- Poonthura Location in Kerala, India
- Coordinates: 8°26′25″N 76°56′44″E﻿ / ﻿8.44028°N 76.94556°E
- Country: India
- State: Kerala
- District: Thiruvananthapuram

Languages
- • Official: Malayalam
- Time zone: UTC+5:30 (IST)
- PIN: 695026
- Telephone code: 0471
- Vehicle registration: KL-01
- Nearest city: Trivandrum
- Lok Sabha constituency: Trivandrum

= Poonthura =

Poonthura is a suburb of Thiruvananthapuram, the capital of Kerala, India. It is on the landing path of flights to Thiruvananthapuram International Airport and is about 5 kilometers from the capital city.

== Poonthura riots ==
The hamlet of Poonthura witnessed several incidents of communal violence as an aftermath of the Babri Masjid demolition in 1992. The most serious incidents occurred between 19 July and 21 July 1992 and are known as the Poonthura riots. The then DGP C Subramaniam was in Chennai without submitting proper leave application whereas the next seniormost officer and then ADGP (Intelligence) Jayaram Padikkal had not acted.

Trouble was anticipated in Trivandrum, with the Rashtriya Swayamsevak Sangh (RSS) and its Islamic equivalent, the recently formed Islamic Sevak Sangh (ISS), which was accused of having started the riots in the Kochi region in April 1992, taunting each other with provocative speeches and meetings over events in Ayodhya. The tempers spilled onto the streets. Two days of rioting left six dead, 20 injured, and hundreds of businesses and houses looted.

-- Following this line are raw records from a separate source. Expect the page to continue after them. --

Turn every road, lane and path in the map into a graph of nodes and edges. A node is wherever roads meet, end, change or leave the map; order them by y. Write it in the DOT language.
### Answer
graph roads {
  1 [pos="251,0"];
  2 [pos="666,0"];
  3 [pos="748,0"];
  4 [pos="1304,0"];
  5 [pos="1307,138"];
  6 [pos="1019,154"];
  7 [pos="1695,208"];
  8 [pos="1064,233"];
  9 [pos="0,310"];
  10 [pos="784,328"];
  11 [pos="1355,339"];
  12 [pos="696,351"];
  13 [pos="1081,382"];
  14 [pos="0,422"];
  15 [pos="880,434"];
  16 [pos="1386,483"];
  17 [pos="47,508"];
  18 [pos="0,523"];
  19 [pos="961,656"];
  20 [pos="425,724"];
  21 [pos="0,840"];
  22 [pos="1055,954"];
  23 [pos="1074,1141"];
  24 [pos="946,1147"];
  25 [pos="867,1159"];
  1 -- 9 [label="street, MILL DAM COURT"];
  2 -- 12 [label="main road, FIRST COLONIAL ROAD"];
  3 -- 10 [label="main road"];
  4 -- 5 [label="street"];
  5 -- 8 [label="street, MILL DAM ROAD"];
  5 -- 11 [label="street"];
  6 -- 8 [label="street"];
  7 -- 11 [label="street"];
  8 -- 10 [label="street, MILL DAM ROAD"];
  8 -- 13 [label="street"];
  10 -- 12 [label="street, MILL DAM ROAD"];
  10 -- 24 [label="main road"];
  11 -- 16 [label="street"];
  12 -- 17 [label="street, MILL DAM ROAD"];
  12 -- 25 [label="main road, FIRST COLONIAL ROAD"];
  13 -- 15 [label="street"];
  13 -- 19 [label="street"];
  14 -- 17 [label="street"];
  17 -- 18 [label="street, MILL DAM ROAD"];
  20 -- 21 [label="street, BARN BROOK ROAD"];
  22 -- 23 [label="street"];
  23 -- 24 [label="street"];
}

The violence was sparked by reports of ISS activists throwing stones at an RSS drill. Soon there were pitched battles all over the city. The highly politicized police force seemed to be in a stupor. A Government instruction to only fire in the air was leaked to the rioting groups, and hence the looting and rioting happened right in front of police personnel firing in the air. Later, about 100 people were arrested, but many were released owing to political pressure. The political interference was from one of the constituents of the ruling UDF itself - the Indian Union Muslim League. The IUML, had been under pressure to break with the UDF over the Ayodhya issue.